(Dataset entries)
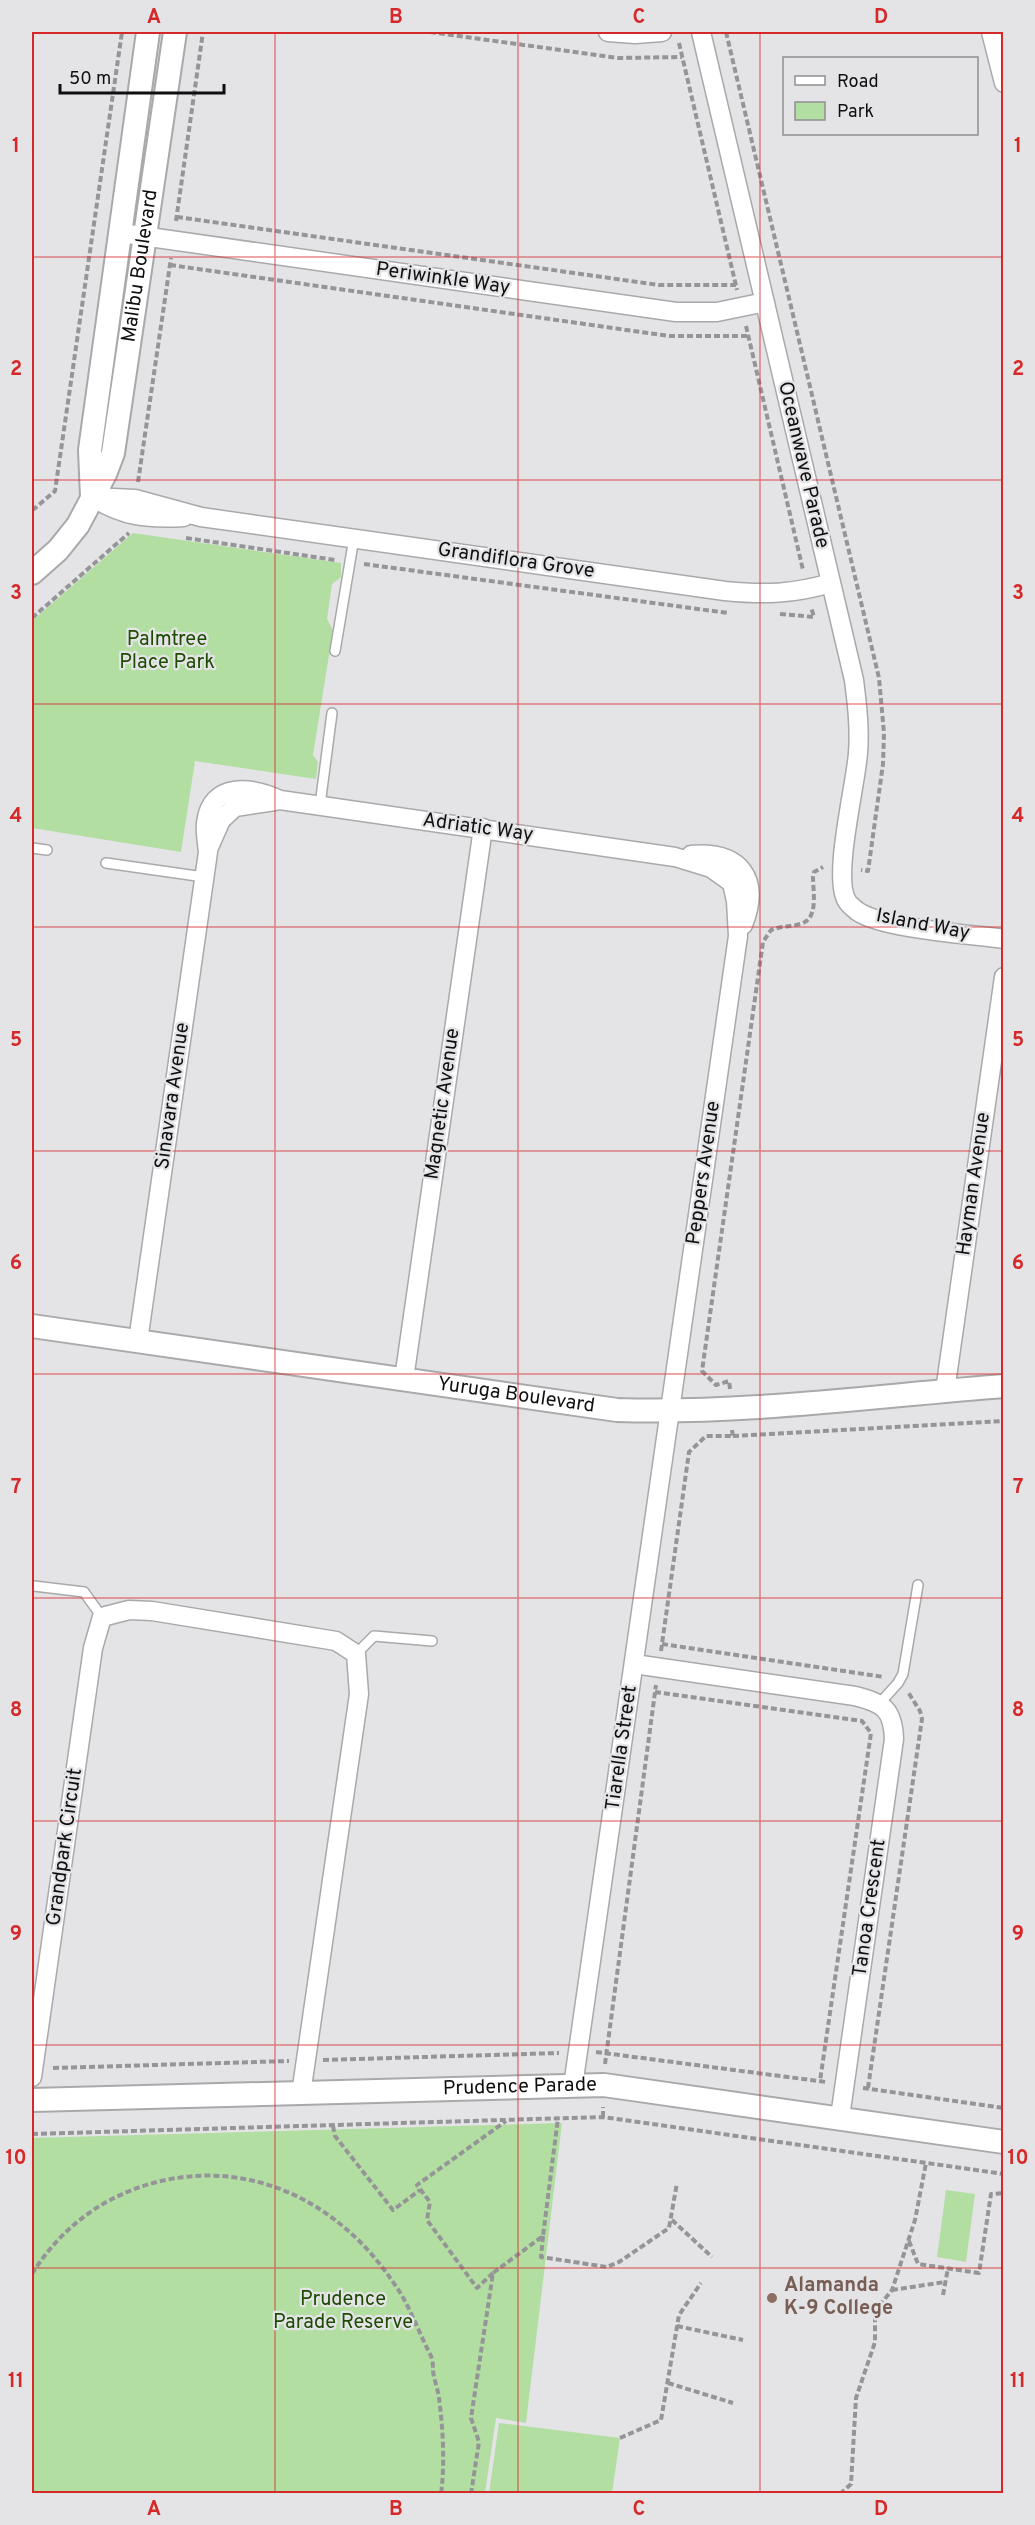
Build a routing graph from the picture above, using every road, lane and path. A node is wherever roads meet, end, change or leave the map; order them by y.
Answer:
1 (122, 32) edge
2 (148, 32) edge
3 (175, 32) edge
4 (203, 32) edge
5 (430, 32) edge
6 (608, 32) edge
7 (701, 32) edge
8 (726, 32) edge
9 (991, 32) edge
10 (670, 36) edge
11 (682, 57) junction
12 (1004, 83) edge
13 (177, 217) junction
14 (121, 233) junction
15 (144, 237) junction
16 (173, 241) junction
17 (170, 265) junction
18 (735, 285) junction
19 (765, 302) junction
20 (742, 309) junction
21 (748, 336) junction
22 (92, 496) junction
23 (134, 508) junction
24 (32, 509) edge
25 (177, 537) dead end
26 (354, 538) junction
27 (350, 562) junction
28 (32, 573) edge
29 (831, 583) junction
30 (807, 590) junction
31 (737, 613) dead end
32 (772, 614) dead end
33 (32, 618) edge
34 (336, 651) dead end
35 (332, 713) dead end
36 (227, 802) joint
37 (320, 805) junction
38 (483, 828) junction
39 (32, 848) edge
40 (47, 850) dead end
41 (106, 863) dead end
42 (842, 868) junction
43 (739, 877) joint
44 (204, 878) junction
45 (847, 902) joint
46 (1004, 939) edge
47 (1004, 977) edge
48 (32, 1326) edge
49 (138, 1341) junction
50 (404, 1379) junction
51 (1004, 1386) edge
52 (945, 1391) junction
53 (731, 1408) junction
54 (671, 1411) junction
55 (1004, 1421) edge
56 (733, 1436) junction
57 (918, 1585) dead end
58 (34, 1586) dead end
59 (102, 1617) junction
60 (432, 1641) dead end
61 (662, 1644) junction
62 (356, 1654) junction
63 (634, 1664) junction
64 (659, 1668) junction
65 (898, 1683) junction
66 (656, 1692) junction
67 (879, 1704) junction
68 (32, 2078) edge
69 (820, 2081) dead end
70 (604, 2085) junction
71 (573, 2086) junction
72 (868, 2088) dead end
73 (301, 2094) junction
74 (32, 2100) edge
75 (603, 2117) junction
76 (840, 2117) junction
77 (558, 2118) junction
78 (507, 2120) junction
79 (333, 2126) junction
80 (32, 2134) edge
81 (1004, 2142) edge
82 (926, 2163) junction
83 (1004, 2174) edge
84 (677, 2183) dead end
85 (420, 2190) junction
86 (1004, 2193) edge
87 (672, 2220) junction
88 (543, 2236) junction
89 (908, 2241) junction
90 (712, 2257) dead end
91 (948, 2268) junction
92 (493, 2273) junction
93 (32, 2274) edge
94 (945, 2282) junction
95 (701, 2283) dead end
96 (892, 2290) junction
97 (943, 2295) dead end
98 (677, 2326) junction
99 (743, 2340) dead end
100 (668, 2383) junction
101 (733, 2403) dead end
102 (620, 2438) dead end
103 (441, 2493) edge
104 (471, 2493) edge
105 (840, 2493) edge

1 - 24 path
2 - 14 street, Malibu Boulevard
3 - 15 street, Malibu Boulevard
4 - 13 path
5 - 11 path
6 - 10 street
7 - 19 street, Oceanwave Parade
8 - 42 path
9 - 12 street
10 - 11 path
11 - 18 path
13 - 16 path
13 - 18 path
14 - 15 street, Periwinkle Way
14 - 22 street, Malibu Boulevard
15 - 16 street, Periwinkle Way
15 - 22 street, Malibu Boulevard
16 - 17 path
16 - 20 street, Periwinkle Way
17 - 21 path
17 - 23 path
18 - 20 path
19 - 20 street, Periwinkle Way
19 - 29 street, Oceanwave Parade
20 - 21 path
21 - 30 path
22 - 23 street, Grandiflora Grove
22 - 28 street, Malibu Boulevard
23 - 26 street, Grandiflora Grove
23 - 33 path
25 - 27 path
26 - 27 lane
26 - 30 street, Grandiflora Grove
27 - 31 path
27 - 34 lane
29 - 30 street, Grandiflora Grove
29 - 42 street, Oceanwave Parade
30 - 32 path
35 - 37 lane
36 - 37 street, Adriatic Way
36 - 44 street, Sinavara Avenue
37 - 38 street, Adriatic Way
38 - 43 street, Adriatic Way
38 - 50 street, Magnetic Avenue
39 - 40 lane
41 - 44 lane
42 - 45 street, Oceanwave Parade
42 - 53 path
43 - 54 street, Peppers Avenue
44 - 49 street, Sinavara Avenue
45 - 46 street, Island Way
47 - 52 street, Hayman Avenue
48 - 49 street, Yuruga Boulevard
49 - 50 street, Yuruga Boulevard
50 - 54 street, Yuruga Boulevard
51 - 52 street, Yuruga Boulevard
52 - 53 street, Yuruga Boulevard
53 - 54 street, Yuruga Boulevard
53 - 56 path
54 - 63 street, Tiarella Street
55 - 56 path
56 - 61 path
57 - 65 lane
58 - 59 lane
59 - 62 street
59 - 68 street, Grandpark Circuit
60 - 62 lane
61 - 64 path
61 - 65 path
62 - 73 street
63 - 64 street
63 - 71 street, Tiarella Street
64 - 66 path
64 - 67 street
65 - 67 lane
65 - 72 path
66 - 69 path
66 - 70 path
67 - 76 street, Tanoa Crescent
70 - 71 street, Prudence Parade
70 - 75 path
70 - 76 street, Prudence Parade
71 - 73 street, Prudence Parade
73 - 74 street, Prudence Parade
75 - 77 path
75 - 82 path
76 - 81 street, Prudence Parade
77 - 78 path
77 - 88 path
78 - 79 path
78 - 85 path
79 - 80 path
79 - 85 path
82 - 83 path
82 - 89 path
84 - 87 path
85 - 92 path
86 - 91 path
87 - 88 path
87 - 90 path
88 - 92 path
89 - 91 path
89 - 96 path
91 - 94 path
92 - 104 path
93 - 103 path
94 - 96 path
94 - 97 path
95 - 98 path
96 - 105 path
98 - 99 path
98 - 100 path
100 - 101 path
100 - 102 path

## EXERCISE DIRECTIONS
Line by line, print the records exactly, leaving the pictures behind.

## YOUR SOLUTION
Build a routing graph from the picture above, using every road, lane and path. A node is wherever roads meet, end, change or leave the map; order them by y.
Answer:
1 (122, 32) edge
2 (148, 32) edge
3 (175, 32) edge
4 (203, 32) edge
5 (430, 32) edge
6 (608, 32) edge
7 (701, 32) edge
8 (726, 32) edge
9 (991, 32) edge
10 (670, 36) edge
11 (682, 57) junction
12 (1004, 83) edge
13 (177, 217) junction
14 (121, 233) junction
15 (144, 237) junction
16 (173, 241) junction
17 (170, 265) junction
18 (735, 285) junction
19 (765, 302) junction
20 (742, 309) junction
21 (748, 336) junction
22 (92, 496) junction
23 (134, 508) junction
24 (32, 509) edge
25 (177, 537) dead end
26 (354, 538) junction
27 (350, 562) junction
28 (32, 573) edge
29 (831, 583) junction
30 (807, 590) junction
31 (737, 613) dead end
32 (772, 614) dead end
33 (32, 618) edge
34 (336, 651) dead end
35 (332, 713) dead end
36 (227, 802) joint
37 (320, 805) junction
38 (483, 828) junction
39 (32, 848) edge
40 (47, 850) dead end
41 (106, 863) dead end
42 (842, 868) junction
43 (739, 877) joint
44 (204, 878) junction
45 (847, 902) joint
46 (1004, 939) edge
47 (1004, 977) edge
48 (32, 1326) edge
49 (138, 1341) junction
50 (404, 1379) junction
51 (1004, 1386) edge
52 (945, 1391) junction
53 (731, 1408) junction
54 (671, 1411) junction
55 (1004, 1421) edge
56 (733, 1436) junction
57 (918, 1585) dead end
58 (34, 1586) dead end
59 (102, 1617) junction
60 (432, 1641) dead end
61 (662, 1644) junction
62 (356, 1654) junction
63 (634, 1664) junction
64 (659, 1668) junction
65 (898, 1683) junction
66 (656, 1692) junction
67 (879, 1704) junction
68 (32, 2078) edge
69 (820, 2081) dead end
70 (604, 2085) junction
71 (573, 2086) junction
72 (868, 2088) dead end
73 (301, 2094) junction
74 (32, 2100) edge
75 (603, 2117) junction
76 (840, 2117) junction
77 (558, 2118) junction
78 (507, 2120) junction
79 (333, 2126) junction
80 (32, 2134) edge
81 (1004, 2142) edge
82 (926, 2163) junction
83 (1004, 2174) edge
84 (677, 2183) dead end
85 (420, 2190) junction
86 (1004, 2193) edge
87 (672, 2220) junction
88 (543, 2236) junction
89 (908, 2241) junction
90 (712, 2257) dead end
91 (948, 2268) junction
92 (493, 2273) junction
93 (32, 2274) edge
94 (945, 2282) junction
95 (701, 2283) dead end
96 (892, 2290) junction
97 (943, 2295) dead end
98 (677, 2326) junction
99 (743, 2340) dead end
100 (668, 2383) junction
101 (733, 2403) dead end
102 (620, 2438) dead end
103 (441, 2493) edge
104 (471, 2493) edge
105 (840, 2493) edge

1 - 24 path
2 - 14 street, Malibu Boulevard
3 - 15 street, Malibu Boulevard
4 - 13 path
5 - 11 path
6 - 10 street
7 - 19 street, Oceanwave Parade
8 - 42 path
9 - 12 street
10 - 11 path
11 - 18 path
13 - 16 path
13 - 18 path
14 - 15 street, Periwinkle Way
14 - 22 street, Malibu Boulevard
15 - 16 street, Periwinkle Way
15 - 22 street, Malibu Boulevard
16 - 17 path
16 - 20 street, Periwinkle Way
17 - 21 path
17 - 23 path
18 - 20 path
19 - 20 street, Periwinkle Way
19 - 29 street, Oceanwave Parade
20 - 21 path
21 - 30 path
22 - 23 street, Grandiflora Grove
22 - 28 street, Malibu Boulevard
23 - 26 street, Grandiflora Grove
23 - 33 path
25 - 27 path
26 - 27 lane
26 - 30 street, Grandiflora Grove
27 - 31 path
27 - 34 lane
29 - 30 street, Grandiflora Grove
29 - 42 street, Oceanwave Parade
30 - 32 path
35 - 37 lane
36 - 37 street, Adriatic Way
36 - 44 street, Sinavara Avenue
37 - 38 street, Adriatic Way
38 - 43 street, Adriatic Way
38 - 50 street, Magnetic Avenue
39 - 40 lane
41 - 44 lane
42 - 45 street, Oceanwave Parade
42 - 53 path
43 - 54 street, Peppers Avenue
44 - 49 street, Sinavara Avenue
45 - 46 street, Island Way
47 - 52 street, Hayman Avenue
48 - 49 street, Yuruga Boulevard
49 - 50 street, Yuruga Boulevard
50 - 54 street, Yuruga Boulevard
51 - 52 street, Yuruga Boulevard
52 - 53 street, Yuruga Boulevard
53 - 54 street, Yuruga Boulevard
53 - 56 path
54 - 63 street, Tiarella Street
55 - 56 path
56 - 61 path
57 - 65 lane
58 - 59 lane
59 - 62 street
59 - 68 street, Grandpark Circuit
60 - 62 lane
61 - 64 path
61 - 65 path
62 - 73 street
63 - 64 street
63 - 71 street, Tiarella Street
64 - 66 path
64 - 67 street
65 - 67 lane
65 - 72 path
66 - 69 path
66 - 70 path
67 - 76 street, Tanoa Crescent
70 - 71 street, Prudence Parade
70 - 75 path
70 - 76 street, Prudence Parade
71 - 73 street, Prudence Parade
73 - 74 street, Prudence Parade
75 - 77 path
75 - 82 path
76 - 81 street, Prudence Parade
77 - 78 path
77 - 88 path
78 - 79 path
78 - 85 path
79 - 80 path
79 - 85 path
82 - 83 path
82 - 89 path
84 - 87 path
85 - 92 path
86 - 91 path
87 - 88 path
87 - 90 path
88 - 92 path
89 - 91 path
89 - 96 path
91 - 94 path
92 - 104 path
93 - 103 path
94 - 96 path
94 - 97 path
95 - 98 path
96 - 105 path
98 - 99 path
98 - 100 path
100 - 101 path
100 - 102 path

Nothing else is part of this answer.